Required action
Scan the records for "edges". Report each line that includes it.

Task input
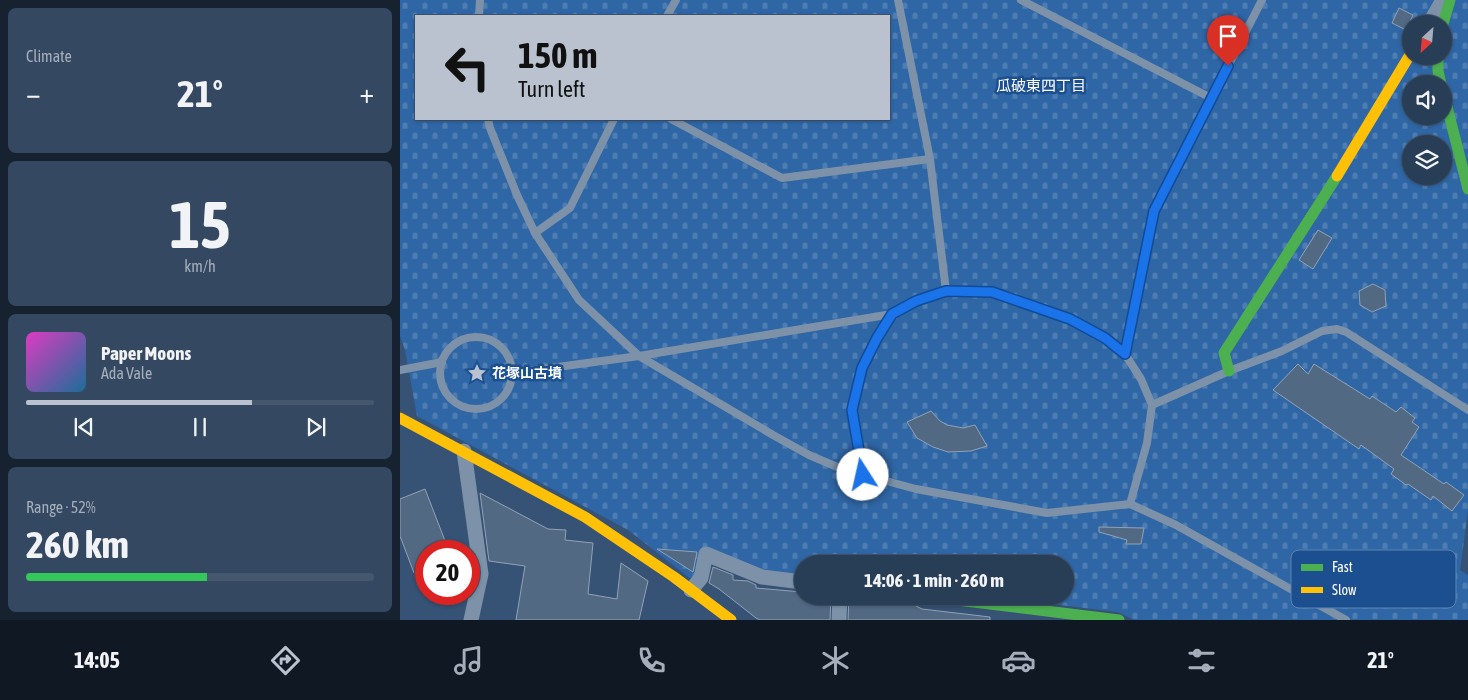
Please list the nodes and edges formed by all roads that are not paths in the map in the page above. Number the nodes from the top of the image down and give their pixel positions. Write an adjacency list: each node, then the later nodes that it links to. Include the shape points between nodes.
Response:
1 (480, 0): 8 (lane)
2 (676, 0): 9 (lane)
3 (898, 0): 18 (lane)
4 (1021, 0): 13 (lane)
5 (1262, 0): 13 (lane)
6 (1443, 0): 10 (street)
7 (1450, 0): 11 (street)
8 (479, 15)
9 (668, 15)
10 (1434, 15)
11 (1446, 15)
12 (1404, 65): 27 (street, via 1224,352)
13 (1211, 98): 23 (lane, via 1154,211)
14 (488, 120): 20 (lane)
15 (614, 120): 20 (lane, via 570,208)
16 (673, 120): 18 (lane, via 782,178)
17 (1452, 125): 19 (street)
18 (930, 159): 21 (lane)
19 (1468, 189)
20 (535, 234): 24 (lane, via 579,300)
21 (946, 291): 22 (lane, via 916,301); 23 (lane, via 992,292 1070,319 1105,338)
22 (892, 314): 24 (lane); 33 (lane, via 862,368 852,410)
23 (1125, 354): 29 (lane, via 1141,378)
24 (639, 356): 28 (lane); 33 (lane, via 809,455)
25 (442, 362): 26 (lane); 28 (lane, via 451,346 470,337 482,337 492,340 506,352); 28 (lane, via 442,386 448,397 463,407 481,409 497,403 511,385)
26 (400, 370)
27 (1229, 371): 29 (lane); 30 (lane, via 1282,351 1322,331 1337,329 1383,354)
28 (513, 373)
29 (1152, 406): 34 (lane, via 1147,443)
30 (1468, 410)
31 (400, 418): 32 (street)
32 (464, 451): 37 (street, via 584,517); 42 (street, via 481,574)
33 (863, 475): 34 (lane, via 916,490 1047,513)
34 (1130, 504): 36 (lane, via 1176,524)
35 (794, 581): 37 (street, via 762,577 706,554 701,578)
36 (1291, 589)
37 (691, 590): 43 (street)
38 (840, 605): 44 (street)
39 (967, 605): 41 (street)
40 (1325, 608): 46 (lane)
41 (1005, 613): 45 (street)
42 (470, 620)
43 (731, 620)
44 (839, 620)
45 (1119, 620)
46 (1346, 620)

---

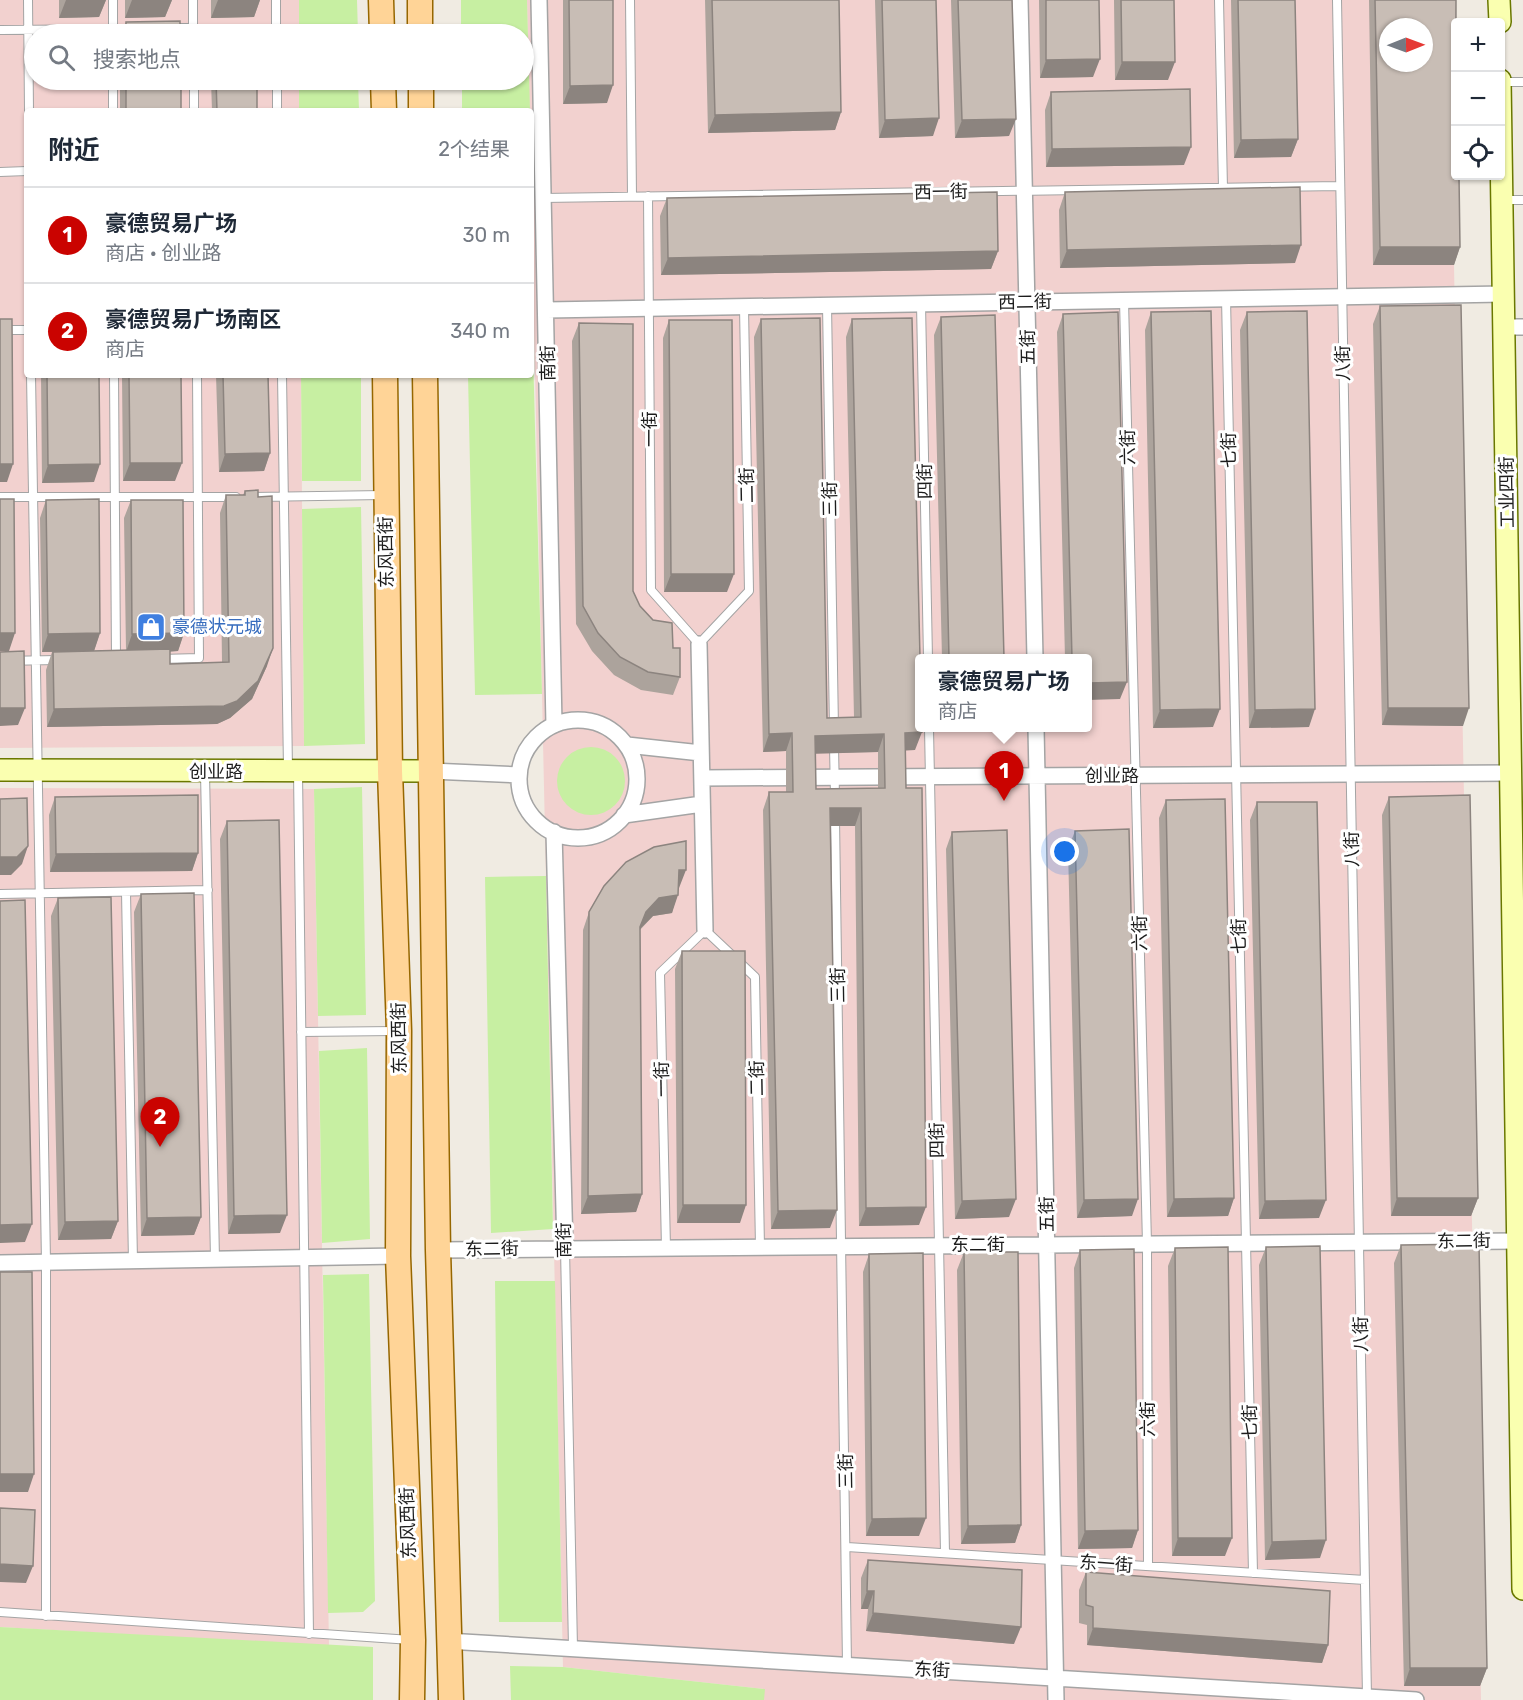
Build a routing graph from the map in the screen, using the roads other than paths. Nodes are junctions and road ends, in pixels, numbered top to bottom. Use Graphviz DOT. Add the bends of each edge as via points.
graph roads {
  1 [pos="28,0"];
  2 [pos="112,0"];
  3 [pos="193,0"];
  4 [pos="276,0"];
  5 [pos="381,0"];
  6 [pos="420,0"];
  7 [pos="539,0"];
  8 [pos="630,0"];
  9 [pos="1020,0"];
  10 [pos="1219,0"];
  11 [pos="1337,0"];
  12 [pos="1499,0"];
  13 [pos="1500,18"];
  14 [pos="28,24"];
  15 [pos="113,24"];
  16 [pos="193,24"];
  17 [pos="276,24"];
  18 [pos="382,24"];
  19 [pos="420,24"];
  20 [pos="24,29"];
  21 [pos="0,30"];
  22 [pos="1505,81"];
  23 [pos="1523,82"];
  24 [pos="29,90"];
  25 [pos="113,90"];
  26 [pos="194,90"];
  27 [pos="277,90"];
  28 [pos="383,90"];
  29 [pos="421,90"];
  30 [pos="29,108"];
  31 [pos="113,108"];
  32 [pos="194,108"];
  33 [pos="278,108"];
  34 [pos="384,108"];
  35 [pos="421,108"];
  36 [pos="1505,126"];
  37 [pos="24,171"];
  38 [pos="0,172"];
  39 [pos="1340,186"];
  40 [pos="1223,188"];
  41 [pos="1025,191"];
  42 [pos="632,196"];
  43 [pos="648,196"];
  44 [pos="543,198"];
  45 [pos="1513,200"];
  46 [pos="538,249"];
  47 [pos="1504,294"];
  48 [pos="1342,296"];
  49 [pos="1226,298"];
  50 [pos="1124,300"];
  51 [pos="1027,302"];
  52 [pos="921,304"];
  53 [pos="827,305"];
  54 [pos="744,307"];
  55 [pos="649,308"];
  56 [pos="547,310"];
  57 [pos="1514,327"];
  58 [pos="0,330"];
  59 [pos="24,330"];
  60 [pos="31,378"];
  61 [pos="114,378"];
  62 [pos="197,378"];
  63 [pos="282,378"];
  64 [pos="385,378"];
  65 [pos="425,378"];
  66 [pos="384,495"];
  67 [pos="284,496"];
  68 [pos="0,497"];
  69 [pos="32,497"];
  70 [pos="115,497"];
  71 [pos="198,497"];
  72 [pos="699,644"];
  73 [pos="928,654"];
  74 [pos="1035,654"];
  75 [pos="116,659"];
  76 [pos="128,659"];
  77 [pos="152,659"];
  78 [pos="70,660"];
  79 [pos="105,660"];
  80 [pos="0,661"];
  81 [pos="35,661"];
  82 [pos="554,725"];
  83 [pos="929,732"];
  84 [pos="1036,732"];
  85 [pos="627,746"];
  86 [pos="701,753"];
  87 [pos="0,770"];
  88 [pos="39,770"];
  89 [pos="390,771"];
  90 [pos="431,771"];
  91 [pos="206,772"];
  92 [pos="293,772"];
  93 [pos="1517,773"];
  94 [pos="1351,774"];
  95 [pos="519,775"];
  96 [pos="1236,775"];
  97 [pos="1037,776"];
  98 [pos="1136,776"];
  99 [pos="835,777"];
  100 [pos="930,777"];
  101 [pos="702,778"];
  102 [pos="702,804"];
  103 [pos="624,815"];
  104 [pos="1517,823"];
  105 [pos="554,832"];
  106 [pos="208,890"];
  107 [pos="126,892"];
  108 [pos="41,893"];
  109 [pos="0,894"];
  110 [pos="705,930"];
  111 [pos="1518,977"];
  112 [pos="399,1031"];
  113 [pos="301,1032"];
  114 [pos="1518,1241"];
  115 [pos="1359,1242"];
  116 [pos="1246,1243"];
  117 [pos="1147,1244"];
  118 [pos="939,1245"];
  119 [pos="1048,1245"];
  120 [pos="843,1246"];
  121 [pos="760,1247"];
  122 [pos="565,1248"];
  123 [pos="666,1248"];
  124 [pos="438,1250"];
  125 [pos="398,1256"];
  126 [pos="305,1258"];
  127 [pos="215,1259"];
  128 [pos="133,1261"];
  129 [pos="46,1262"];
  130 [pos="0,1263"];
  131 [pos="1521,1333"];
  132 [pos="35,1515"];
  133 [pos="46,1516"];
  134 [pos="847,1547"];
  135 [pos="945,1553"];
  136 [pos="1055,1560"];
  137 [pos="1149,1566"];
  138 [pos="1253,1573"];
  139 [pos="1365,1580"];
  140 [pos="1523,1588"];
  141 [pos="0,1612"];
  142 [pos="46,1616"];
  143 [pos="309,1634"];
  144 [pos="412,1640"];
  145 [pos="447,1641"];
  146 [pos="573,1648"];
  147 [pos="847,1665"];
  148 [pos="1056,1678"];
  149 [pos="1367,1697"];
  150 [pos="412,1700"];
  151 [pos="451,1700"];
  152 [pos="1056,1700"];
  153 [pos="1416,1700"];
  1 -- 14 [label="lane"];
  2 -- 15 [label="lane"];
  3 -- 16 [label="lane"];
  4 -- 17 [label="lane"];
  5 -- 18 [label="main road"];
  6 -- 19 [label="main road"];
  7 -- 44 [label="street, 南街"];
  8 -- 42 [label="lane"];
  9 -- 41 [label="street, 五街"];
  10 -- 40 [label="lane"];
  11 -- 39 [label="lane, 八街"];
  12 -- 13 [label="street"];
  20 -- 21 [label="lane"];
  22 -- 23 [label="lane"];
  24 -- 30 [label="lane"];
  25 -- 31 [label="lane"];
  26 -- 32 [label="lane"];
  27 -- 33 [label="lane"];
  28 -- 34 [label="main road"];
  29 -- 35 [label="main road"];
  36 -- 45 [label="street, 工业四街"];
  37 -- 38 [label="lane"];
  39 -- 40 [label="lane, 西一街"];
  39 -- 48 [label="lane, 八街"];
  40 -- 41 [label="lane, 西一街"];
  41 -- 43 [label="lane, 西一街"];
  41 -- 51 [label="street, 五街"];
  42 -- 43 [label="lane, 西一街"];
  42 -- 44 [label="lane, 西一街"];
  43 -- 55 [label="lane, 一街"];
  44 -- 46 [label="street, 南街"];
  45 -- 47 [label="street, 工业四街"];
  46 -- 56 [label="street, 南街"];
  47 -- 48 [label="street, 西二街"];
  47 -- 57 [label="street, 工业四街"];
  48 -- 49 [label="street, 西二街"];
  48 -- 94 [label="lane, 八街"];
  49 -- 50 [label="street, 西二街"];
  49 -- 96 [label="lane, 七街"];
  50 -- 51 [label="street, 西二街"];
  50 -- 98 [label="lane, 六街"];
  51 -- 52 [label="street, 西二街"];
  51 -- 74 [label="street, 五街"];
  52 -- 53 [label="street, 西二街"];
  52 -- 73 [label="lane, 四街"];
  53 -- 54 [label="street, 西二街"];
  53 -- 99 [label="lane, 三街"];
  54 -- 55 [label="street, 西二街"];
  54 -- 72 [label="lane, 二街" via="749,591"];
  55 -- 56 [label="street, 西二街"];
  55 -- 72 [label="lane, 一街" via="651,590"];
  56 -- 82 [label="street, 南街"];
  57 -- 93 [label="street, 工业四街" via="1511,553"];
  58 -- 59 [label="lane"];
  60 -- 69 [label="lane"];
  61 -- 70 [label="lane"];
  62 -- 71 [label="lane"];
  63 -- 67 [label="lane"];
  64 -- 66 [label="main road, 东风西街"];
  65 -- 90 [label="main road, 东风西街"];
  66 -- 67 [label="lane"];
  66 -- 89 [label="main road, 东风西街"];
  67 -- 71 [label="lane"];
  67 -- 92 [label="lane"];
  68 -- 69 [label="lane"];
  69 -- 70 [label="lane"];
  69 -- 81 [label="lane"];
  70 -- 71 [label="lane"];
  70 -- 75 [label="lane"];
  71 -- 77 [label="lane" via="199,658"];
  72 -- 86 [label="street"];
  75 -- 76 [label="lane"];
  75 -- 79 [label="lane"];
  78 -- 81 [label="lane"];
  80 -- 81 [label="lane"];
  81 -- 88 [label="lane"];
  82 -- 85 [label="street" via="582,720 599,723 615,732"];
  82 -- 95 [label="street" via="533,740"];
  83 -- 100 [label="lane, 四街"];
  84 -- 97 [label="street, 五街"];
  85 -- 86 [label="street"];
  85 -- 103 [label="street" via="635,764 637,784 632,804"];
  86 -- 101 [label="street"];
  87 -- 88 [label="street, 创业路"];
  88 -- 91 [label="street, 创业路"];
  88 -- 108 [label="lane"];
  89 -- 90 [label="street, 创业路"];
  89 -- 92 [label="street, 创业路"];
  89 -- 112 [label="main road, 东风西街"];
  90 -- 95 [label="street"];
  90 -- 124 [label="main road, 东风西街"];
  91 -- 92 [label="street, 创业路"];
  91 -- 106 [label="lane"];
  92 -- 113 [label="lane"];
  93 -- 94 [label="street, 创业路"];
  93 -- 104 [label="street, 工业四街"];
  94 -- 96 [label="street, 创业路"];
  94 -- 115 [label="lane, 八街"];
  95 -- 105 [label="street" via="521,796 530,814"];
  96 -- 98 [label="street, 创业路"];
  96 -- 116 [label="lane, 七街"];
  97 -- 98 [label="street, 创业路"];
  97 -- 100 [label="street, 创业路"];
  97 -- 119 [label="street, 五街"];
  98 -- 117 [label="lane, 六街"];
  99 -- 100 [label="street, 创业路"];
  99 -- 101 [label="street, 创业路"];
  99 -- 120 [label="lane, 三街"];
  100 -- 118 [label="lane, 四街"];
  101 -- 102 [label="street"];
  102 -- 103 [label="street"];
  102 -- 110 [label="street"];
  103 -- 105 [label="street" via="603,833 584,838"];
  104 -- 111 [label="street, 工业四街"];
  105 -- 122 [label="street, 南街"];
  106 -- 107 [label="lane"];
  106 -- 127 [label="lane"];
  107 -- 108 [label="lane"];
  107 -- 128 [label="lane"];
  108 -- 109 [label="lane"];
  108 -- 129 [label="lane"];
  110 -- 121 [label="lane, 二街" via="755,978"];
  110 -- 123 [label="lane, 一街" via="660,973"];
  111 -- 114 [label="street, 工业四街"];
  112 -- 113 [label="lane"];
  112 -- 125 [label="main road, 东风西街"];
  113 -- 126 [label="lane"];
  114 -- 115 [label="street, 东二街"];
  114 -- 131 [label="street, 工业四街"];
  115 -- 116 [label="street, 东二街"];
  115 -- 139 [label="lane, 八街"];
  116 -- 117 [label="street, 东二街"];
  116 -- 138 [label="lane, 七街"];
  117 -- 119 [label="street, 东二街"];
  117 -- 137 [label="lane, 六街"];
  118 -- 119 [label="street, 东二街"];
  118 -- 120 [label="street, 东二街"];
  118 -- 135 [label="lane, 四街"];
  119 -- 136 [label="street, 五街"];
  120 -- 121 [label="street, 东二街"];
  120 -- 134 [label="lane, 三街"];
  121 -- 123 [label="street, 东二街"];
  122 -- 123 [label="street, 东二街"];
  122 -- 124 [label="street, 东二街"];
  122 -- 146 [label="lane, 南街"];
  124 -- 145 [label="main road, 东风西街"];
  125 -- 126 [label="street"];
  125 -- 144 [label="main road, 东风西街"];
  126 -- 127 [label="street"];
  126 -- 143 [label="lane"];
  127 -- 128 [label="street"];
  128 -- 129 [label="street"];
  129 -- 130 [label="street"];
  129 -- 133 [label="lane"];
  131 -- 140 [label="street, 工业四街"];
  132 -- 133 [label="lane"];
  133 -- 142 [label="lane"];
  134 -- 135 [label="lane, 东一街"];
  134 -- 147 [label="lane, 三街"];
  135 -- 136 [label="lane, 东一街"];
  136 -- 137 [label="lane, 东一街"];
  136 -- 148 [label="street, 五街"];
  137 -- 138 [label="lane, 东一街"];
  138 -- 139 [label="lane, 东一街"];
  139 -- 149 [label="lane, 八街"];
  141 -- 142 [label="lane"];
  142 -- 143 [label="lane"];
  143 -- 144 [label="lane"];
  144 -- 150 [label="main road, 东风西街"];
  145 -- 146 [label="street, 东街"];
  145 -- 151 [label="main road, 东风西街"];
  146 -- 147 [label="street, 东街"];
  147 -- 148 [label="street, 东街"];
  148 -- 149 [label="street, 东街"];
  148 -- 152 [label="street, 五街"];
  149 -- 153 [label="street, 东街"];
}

--

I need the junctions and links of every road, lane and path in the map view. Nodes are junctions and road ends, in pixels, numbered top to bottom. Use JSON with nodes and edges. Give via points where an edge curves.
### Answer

Result for this exercise
Please list the nodes and edges formed by all roads that are not paths in the map in the page above. Number the nodes from the top of the image down and give their pixel positions. Write an adjacency list: each node, then the later nodes that it links to. Include the shape points between nodes.
I need the junctions and links of every road, lane and path in the map view. Nodes are junctions and road ends, in pixels, numbered top to bottom. Use JSON with nodes and edges. Give via points where an edge curves.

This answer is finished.